I’m pretty sure my readers saw this coming because of this post and then this post, but choosing to hire a coach a month ago was a spur of the moment decision (because even after St. George I was still extremely hesitant.)
Right as I was thinking and wondering about how to come up with a plan for 2016, I read a couple posts from some of my favorite running pals, both named Katie, within a couple weeks of each other and decided to take those posts as a sign. The two blog posts were this one (from Running Our Lives) and this one (from Katiesfitscript.)
Before I even started to look for one, I had a checklist of what I wanted in a coach. It looked a little like this:
- I wasn’t set on a male, but preferred one. Can’t really explain why, but on the same note, I also prefer male doctors. (What does this say about me? I don’t know.)
- I wanted someone intelligent/smart. During our initial phone conversation he seemed to know his stuff, and he didn’t mess it up by using a word like “supposably” or ending a sentence with “at.”
- I wanted someone who works with runners like little old me- 4 hour marathoners hoping to improve, not just elites trying to qualify for the olympics.
- Lastly, I wanted someone passionate. So passionate that they’re a little bit crazy. A little like myself.
I was matched with my coach using Training Peaks. It was all very fast and easy. After submitting the coach matching survey, I had a response that day and a phone call with him that night. From what I could tell, he met the criteria on my mental checklist, but I was still on the fence. Then I talked with B. Decisions are usually pretty difficult for me (like any teeny tiny little decision), but for B, every choice he makes is pretty simple. He basically said, “Why not? It could be great. If it’s not, quit using him.” So I bit the bullet and signed on.

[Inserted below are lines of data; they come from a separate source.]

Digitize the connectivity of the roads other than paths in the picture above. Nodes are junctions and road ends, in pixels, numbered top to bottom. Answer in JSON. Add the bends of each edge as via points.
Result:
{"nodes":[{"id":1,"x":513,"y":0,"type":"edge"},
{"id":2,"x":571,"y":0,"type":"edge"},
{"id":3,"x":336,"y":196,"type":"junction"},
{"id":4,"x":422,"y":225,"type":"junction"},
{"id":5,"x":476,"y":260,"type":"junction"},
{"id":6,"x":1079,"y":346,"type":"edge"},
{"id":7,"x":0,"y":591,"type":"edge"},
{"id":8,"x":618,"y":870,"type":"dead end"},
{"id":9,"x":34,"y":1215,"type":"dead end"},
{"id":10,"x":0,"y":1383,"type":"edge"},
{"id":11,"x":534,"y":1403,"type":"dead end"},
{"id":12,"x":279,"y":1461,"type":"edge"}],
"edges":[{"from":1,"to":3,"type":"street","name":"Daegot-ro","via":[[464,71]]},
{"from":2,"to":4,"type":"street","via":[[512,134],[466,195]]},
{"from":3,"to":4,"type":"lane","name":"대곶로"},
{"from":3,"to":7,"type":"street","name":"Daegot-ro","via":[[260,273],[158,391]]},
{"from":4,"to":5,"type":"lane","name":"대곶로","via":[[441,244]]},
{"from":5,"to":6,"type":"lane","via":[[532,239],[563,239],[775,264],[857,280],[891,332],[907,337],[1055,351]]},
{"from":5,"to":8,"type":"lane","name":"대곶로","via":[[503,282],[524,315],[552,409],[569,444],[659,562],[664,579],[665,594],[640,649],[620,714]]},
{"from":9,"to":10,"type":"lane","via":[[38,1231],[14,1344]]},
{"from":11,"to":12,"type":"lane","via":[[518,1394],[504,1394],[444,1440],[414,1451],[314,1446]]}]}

His plan started pretty immediately (after Las Vegas Rock ‘n Roll.) The first time I logged onto the Training Peaks app and looked at my plan, I felt a huge burden lifted from my shoulders. What a relief to all of a sudden not be pursuing this goal completely on my own! I have someone on my team. As far as my personality goes, I am much better at taking direction than I am taking the driver’s seat, so this setup seemed almost too good to be true.
It’s only been a month, but I’ve already noticed benefits. Before I knew someone was watching and analyzing my Garmin Connect account, I would frequently shuffle my days around, and sometimes even make up for miles that were missed a day or two before. This is probably bad, but I’m coming clean here, guys. Now that I know I am being held accountable by someone other than myself, I am more disciplined (remember this post when I talked about how disciplined I used to be and how I wanted to get back to that- I think it’s actually happening.) I’m working hard, too. I’m hesitant to say it will lead to a faster time on the clock (because I’ve worked really hard before, lots of times), but I’m hoping it will.
Interactions with my coach include my daily post-workout notes, a weekly email from him discussing how the previous week went, and occasional texts. So far, he seems to be a good combination of realistic and optimistic.
Overall, I feel like my end goal (a PR in 2016) has a bigger presence in my mind, and in my daily workouts. I have more focus.
“Luck is when opportunity meets preparation.” When my opportunity comes, I plan on being fully prepared. A coach is gonna help get me there. And heaven knows I need all the help I can get.